▸ **Your assignment**: Within the lines below, find those that hold the string "align" and copy each one.

┏━━

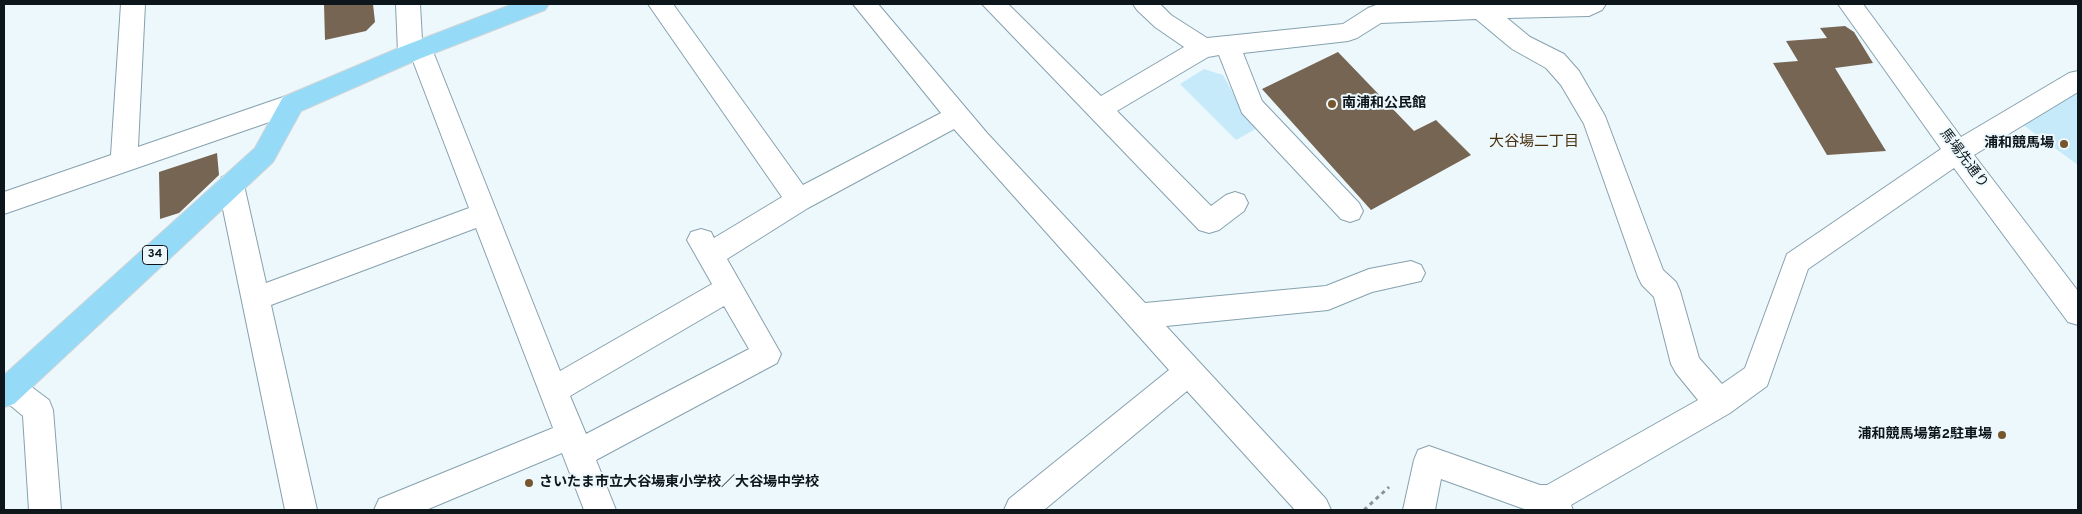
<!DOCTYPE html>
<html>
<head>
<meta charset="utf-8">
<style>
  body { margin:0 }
  #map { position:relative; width:2082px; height:514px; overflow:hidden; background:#edf8fd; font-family:Overpass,sans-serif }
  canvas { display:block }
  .frame { position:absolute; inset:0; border:5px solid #0c161b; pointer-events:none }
</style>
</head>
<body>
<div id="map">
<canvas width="2082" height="514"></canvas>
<div class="frame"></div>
</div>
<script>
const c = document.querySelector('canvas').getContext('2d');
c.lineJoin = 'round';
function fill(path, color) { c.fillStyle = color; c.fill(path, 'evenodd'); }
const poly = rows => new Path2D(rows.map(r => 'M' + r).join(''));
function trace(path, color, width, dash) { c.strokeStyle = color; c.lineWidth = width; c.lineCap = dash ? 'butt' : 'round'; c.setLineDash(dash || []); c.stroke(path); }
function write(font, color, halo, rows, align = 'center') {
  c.font = font + ' Overpass,"Noto Sans JP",sans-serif'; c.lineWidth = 4; c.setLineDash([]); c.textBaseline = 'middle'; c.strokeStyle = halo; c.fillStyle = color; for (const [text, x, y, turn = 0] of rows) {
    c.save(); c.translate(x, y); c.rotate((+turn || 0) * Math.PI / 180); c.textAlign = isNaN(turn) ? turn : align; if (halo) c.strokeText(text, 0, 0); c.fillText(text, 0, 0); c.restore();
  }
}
const green = poly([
  [1204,69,1223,75,1240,106,1259,127,1236,140,1180,84],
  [2078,91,2078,165,2022,124]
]);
const building = poly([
  [324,4,373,4,375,22,366,31,325,40],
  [1845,26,1854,32,1873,63,1835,68,1886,151,1827,155,1773,63,1798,61,1786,41,1827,38,1820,28],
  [1338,52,1414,131,1436,120,1471,155,1371,210,1262,89],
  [217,153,219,175,179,213,160,219,159,172]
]);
const path = poly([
  [1364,510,1389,487]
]);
const minor = poly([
  [121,4,145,4,138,147,292,94,301,97,305,104,301,111,4,214,4,192,111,155,121,4],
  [396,4,420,4,422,40,429,43,432,49,560,371,712,284,687,240,691,232,701,229,711,232,714,238,782,197,648,4,673,4,803,185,941,113,853,4,878,4,987,133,1145,303,1326,286,1369,269,1411,261,1421,265,1425,273,1421,281,1372,292,1328,310,1166,326,1326,499,1331,510,1295,510,1187,391,1044,510,1004,510,1009,499,1169,370,954,129,808,208,727,259,781,354,777,363,596,460,616,510,584,510,562,453,426,510,374,510,379,499,553,428,476,228,271,305,317,510,285,510,218,185,222,177,231,174,240,177,244,185,266,283,469,208,413,61,401,59,398,53,396,4],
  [724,306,749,349,586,434,570,396,724,306],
  [982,4,1008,4,1101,96,1184,47,1155,27,1137,10,1133,4,1160,4,1171,15,1207,38,1343,24,1368,8,1376,5,1606,4,1602,10,1589,16,1507,18,1530,37,1564,54,1579,71,1605,116,1663,270,1676,282,1680,291,1699,358,1722,384,1745,368,1787,254,1941,149,1838,4,1863,4,1961,137,2069,73,2078,71,2078,92,1974,155,2078,291,2078,325,2068,322,1954,168,1808,269,1767,386,1730,413,1571,505,1573,510,1527,510,1441,479,1435,510,1403,510,1414,460,1418,450,1429,446,1540,485,1547,485,1698,400,1676,373,1671,364,1654,297,1642,285,1638,277,1584,124,1561,85,1546,68,1512,49,1476,19,1381,23,1357,38,1348,41,1243,53,1262,101,1359,203,1363,211,1359,219,1350,222,1341,219,1242,113,1219,55,1208,57,1117,111,1211,206,1226,195,1235,192,1244,195,1248,203,1244,211,1219,230,1209,233,1199,230,982,4],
  [11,375,21,379,49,400,53,410,61,510,29,510,23,416,4,400,4,377,11,375]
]);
const major = poly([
  [513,4,549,4,545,10,419,59,301,111,273,162,14,404,4,407,4,375,255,148,283,97,401,47,513,4]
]);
const markers = [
  [1332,104,5,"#78562d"],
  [2064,144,5,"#78562d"],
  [2002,435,5,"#78562d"],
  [529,483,5,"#78562d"]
];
const shields = [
  [155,255,25]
];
const shieldNames = [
  ["34",155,255]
];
const poiNames = [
  ["南浦和公民館",1342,104],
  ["浦和競馬場",2054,144,"right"],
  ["浦和競馬場第2駐車場",1992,435,"right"],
  ["さいたま市立大谷場東小学校／大谷場中学校",539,483]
];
const streetNames = [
  ["馬場先通り",1963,159,53]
];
const neighbourhoodNames = [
  ["大谷場二丁目",1534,143]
];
fill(green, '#c7eafb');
fill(building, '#756552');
trace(minor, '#86a1ae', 2);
trace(major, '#d3d5d6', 2);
trace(path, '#899398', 3, [4, 4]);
fill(minor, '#fff');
fill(major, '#95dbf7');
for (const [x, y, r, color] of markers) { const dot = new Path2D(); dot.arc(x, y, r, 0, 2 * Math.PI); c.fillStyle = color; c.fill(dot); trace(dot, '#edf8fd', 2); }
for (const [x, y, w] of shields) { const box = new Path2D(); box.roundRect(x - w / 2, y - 9.5, w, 19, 4); c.fillStyle = '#edf8fd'; c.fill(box); trace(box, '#0c161b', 1); }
write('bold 12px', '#0c161b', null, shieldNames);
write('bold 14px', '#0c161b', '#edf8fd', poiNames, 'left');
write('14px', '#0c161b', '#edf8fd', streetNames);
write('15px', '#4a300e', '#edf8fd', neighbourhoodNames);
</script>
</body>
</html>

┗━━

▸ **Finished task**:
function write(font, color, halo, rows, align = 'center') {
    c.save(); c.translate(x, y); c.rotate((+turn || 0) * Math.PI / 180); c.textAlign = isNaN(turn) ? turn : align; if (halo) c.strokeText(text, 0, 0); c.fillText(text, 0, 0); c.restore();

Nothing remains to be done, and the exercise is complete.